● Dataset entries:

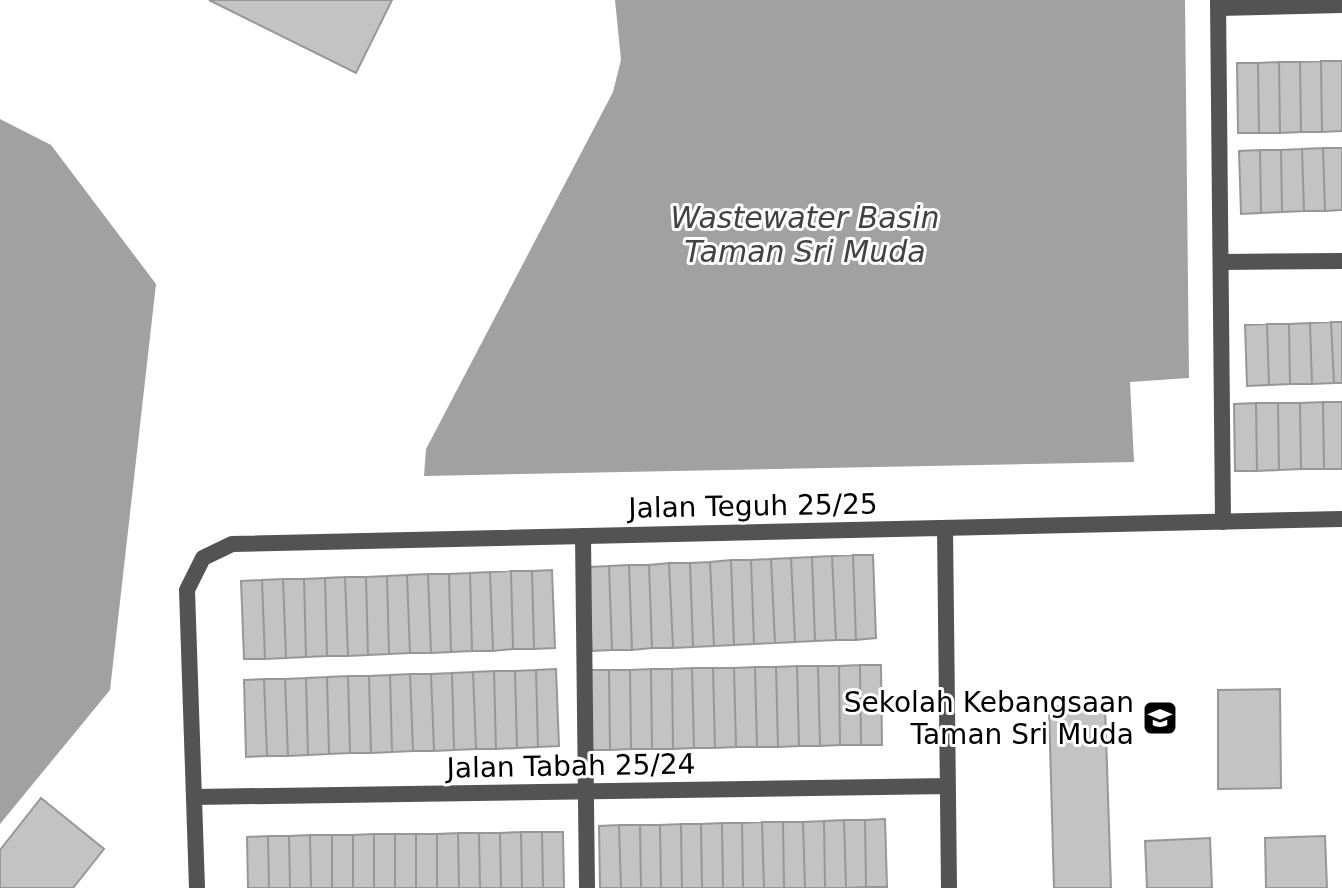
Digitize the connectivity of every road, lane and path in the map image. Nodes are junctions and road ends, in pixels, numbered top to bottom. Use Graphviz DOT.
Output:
graph roads {
  1 [pos="1218,4"];
  2 [pos="1342,5"];
  3 [pos="1342,261"];
  4 [pos="1221,262"];
  5 [pos="1342,519"];
  6 [pos="1223,522"];
  7 [pos="945,528"];
  8 [pos="583,536"];
  9 [pos="948,786"];
  10 [pos="586,791"];
  11 [pos="195,797"];
  12 [pos="197,888"];
  13 [pos="587,888"];
  14 [pos="949,888"];
  1 -- 2 [label="street"];
  1 -- 4 [label="street"];
  3 -- 4 [label="street"];
  4 -- 6 [label="street"];
  5 -- 6 [label="street, Jalan Teguh 25/25"];
  6 -- 7 [label="street, Jalan Teguh 25/25"];
  7 -- 8 [label="street, Jalan Teguh 25/25"];
  7 -- 9 [label="street"];
  8 -- 10 [label="street"];
  8 -- 11 [label="street, Jalan Teguh 25/25"];
  9 -- 10 [label="street, Jalan Tabah 25/24"];
  9 -- 14 [label="street"];
  10 -- 11 [label="street, Jalan Tabah 25/24"];
  10 -- 13 [label="street"];
  11 -- 12 [label="street"];
}
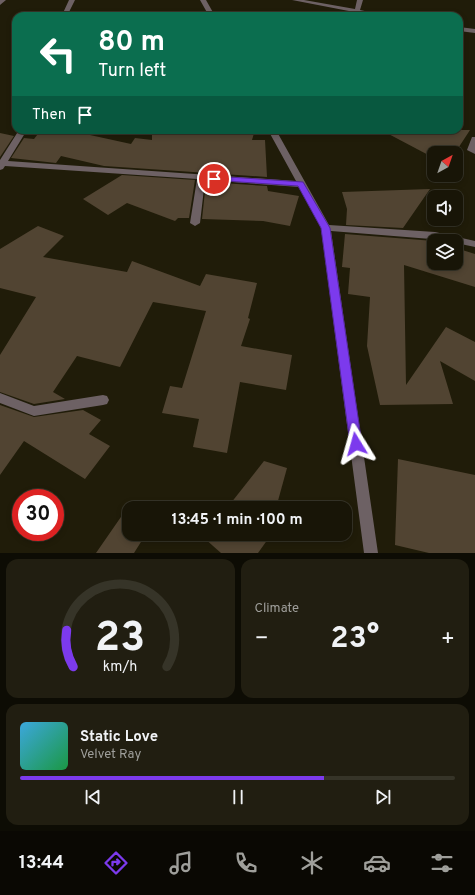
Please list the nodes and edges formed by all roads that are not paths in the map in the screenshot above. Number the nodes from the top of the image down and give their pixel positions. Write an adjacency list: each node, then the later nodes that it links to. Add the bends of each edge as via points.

● Aim of the exercise:
A word-for-word copy of the entries above is what is needed, without any images.

● Response below:
Digitize the connectivity of every road, lane and path in the map image. Nodes are junctions and road ends, in pixels, numbered top to bottom. Use Graphviz DOT.
Output:
graph roads {
  1 [pos="1218,4"];
  2 [pos="1342,5"];
  3 [pos="1342,261"];
  4 [pos="1221,262"];
  5 [pos="1342,519"];
  6 [pos="1223,522"];
  7 [pos="945,528"];
  8 [pos="583,536"];
  9 [pos="948,786"];
  10 [pos="586,791"];
  11 [pos="195,797"];
  12 [pos="197,888"];
  13 [pos="587,888"];
  14 [pos="949,888"];
  1 -- 2 [label="street"];
  1 -- 4 [label="street"];
  3 -- 4 [label="street"];
  4 -- 6 [label="street"];
  5 -- 6 [label="street, Jalan Teguh 25/25"];
  6 -- 7 [label="street, Jalan Teguh 25/25"];
  7 -- 8 [label="street, Jalan Teguh 25/25"];
  7 -- 9 [label="street"];
  8 -- 10 [label="street"];
  8 -- 11 [label="street, Jalan Teguh 25/25"];
  9 -- 10 [label="street, Jalan Tabah 25/24"];
  9 -- 14 [label="street"];
  10 -- 11 [label="street, Jalan Tabah 25/24"];
  10 -- 13 [label="street"];
  11 -- 12 [label="street"];
}
Please list the nodes and edges formed by all roads that are not paths in the map in the screenshot above. Number the nodes from the top of the image down and give their pixel positions. Write an adjacency list: each node, then the later nodes that it links to. Add the bends of each edge as via points.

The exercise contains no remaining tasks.